>>>
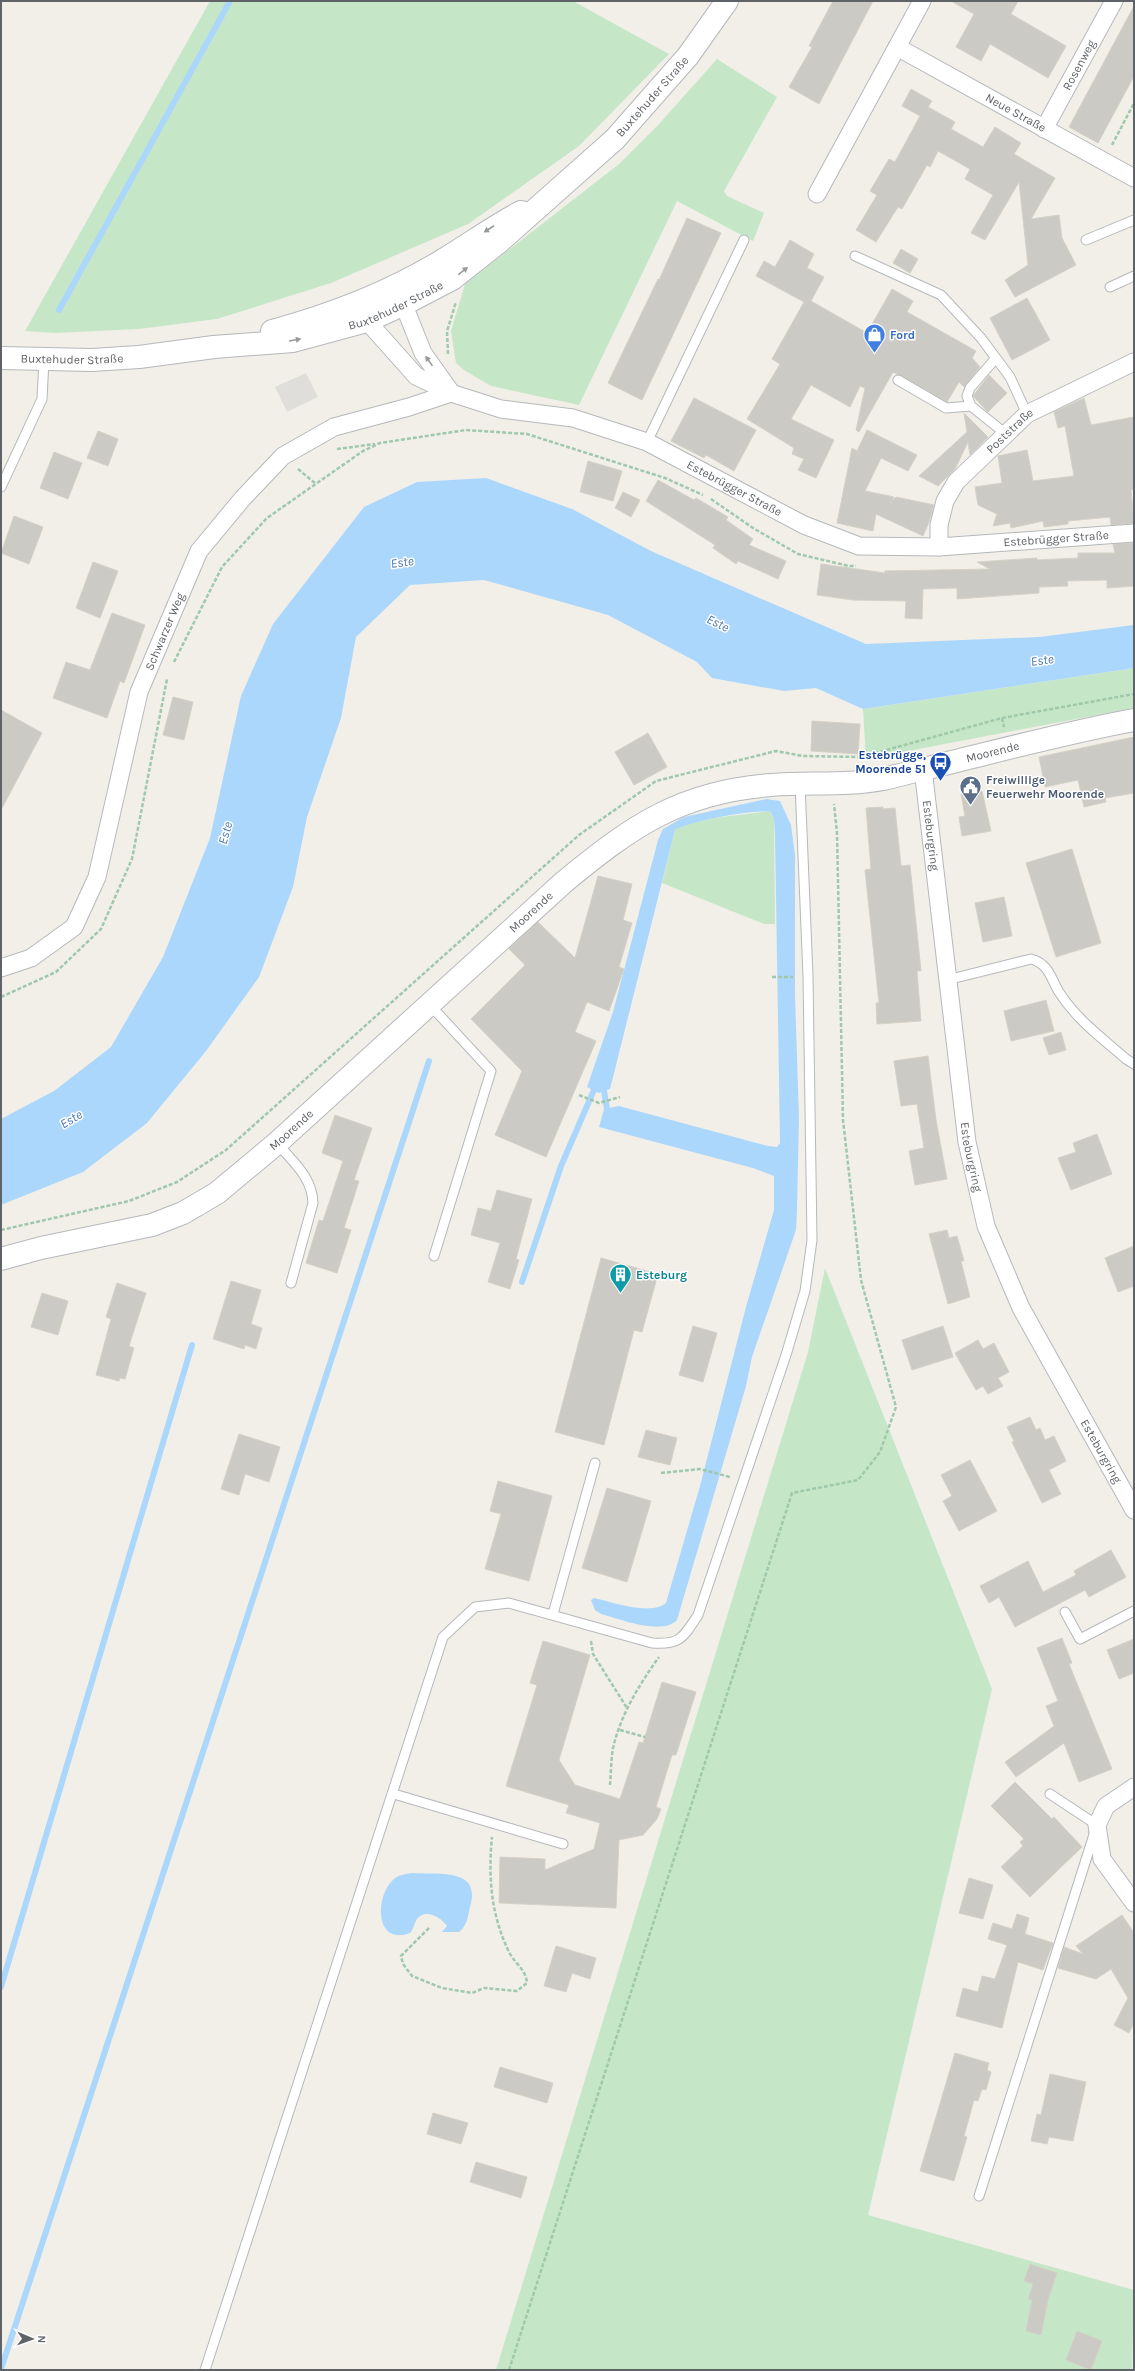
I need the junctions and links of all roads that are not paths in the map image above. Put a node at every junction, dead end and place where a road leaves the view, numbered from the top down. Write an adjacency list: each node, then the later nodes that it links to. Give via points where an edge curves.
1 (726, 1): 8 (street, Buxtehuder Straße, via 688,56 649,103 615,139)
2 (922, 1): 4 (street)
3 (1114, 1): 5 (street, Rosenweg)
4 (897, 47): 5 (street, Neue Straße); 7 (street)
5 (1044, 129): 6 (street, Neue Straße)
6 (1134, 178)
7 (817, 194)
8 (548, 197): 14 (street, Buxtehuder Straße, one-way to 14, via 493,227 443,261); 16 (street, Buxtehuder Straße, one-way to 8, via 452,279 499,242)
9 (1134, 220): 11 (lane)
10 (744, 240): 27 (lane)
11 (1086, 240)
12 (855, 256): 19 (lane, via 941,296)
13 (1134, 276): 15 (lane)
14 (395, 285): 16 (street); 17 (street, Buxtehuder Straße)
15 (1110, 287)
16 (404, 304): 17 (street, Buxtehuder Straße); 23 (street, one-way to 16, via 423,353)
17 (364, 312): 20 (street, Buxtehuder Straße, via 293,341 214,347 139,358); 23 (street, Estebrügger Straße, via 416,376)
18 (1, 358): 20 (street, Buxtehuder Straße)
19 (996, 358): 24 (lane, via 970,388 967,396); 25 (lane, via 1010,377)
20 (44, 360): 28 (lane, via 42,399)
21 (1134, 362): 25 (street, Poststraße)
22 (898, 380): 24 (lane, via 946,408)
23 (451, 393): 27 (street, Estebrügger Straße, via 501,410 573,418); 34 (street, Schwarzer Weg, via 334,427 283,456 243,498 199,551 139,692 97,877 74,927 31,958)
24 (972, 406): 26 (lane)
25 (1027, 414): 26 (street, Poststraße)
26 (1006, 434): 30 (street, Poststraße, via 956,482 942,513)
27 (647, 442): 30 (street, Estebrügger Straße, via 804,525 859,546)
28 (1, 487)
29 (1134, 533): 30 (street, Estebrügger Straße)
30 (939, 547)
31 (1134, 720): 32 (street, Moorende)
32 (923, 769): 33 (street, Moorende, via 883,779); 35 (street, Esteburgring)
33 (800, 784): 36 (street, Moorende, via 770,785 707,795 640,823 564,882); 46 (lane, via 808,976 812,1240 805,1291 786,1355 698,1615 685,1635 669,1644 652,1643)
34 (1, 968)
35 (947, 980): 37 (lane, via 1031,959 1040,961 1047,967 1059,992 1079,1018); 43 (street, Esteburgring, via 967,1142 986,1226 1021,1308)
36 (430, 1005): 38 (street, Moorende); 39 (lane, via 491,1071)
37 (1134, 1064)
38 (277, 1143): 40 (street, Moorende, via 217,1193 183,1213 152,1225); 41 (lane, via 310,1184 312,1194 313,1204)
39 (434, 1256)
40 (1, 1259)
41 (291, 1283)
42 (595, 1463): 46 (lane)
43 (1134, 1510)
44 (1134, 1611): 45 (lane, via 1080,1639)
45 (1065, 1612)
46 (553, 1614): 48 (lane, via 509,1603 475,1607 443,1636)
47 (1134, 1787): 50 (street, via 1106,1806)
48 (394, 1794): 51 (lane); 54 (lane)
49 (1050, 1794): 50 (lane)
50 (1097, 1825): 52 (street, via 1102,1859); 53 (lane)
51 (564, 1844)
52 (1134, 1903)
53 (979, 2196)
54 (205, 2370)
<<<
#### ASSIGNMENT:
Repeat the listing in full and to the letter, excluding every image.

#### ANSWER FOR THE TASK:
I need the junctions and links of all roads that are not paths in the map image above. Put a node at every junction, dead end and place where a road leaves the view, numbered from the top down. Write an adjacency list: each node, then the later nodes that it links to. Give via points where an edge curves.
1 (726, 1): 8 (street, Buxtehuder Straße, via 688,56 649,103 615,139)
2 (922, 1): 4 (street)
3 (1114, 1): 5 (street, Rosenweg)
4 (897, 47): 5 (street, Neue Straße); 7 (street)
5 (1044, 129): 6 (street, Neue Straße)
6 (1134, 178)
7 (817, 194)
8 (548, 197): 14 (street, Buxtehuder Straße, one-way to 14, via 493,227 443,261); 16 (street, Buxtehuder Straße, one-way to 8, via 452,279 499,242)
9 (1134, 220): 11 (lane)
10 (744, 240): 27 (lane)
11 (1086, 240)
12 (855, 256): 19 (lane, via 941,296)
13 (1134, 276): 15 (lane)
14 (395, 285): 16 (street); 17 (street, Buxtehuder Straße)
15 (1110, 287)
16 (404, 304): 17 (street, Buxtehuder Straße); 23 (street, one-way to 16, via 423,353)
17 (364, 312): 20 (street, Buxtehuder Straße, via 293,341 214,347 139,358); 23 (street, Estebrügger Straße, via 416,376)
18 (1, 358): 20 (street, Buxtehuder Straße)
19 (996, 358): 24 (lane, via 970,388 967,396); 25 (lane, via 1010,377)
20 (44, 360): 28 (lane, via 42,399)
21 (1134, 362): 25 (street, Poststraße)
22 (898, 380): 24 (lane, via 946,408)
23 (451, 393): 27 (street, Estebrügger Straße, via 501,410 573,418); 34 (street, Schwarzer Weg, via 334,427 283,456 243,498 199,551 139,692 97,877 74,927 31,958)
24 (972, 406): 26 (lane)
25 (1027, 414): 26 (street, Poststraße)
26 (1006, 434): 30 (street, Poststraße, via 956,482 942,513)
27 (647, 442): 30 (street, Estebrügger Straße, via 804,525 859,546)
28 (1, 487)
29 (1134, 533): 30 (street, Estebrügger Straße)
30 (939, 547)
31 (1134, 720): 32 (street, Moorende)
32 (923, 769): 33 (street, Moorende, via 883,779); 35 (street, Esteburgring)
33 (800, 784): 36 (street, Moorende, via 770,785 707,795 640,823 564,882); 46 (lane, via 808,976 812,1240 805,1291 786,1355 698,1615 685,1635 669,1644 652,1643)
34 (1, 968)
35 (947, 980): 37 (lane, via 1031,959 1040,961 1047,967 1059,992 1079,1018); 43 (street, Esteburgring, via 967,1142 986,1226 1021,1308)
36 (430, 1005): 38 (street, Moorende); 39 (lane, via 491,1071)
37 (1134, 1064)
38 (277, 1143): 40 (street, Moorende, via 217,1193 183,1213 152,1225); 41 (lane, via 310,1184 312,1194 313,1204)
39 (434, 1256)
40 (1, 1259)
41 (291, 1283)
42 (595, 1463): 46 (lane)
43 (1134, 1510)
44 (1134, 1611): 45 (lane, via 1080,1639)
45 (1065, 1612)
46 (553, 1614): 48 (lane, via 509,1603 475,1607 443,1636)
47 (1134, 1787): 50 (street, via 1106,1806)
48 (394, 1794): 51 (lane); 54 (lane)
49 (1050, 1794): 50 (lane)
50 (1097, 1825): 52 (street, via 1102,1859); 53 (lane)
51 (564, 1844)
52 (1134, 1903)
53 (979, 2196)
54 (205, 2370)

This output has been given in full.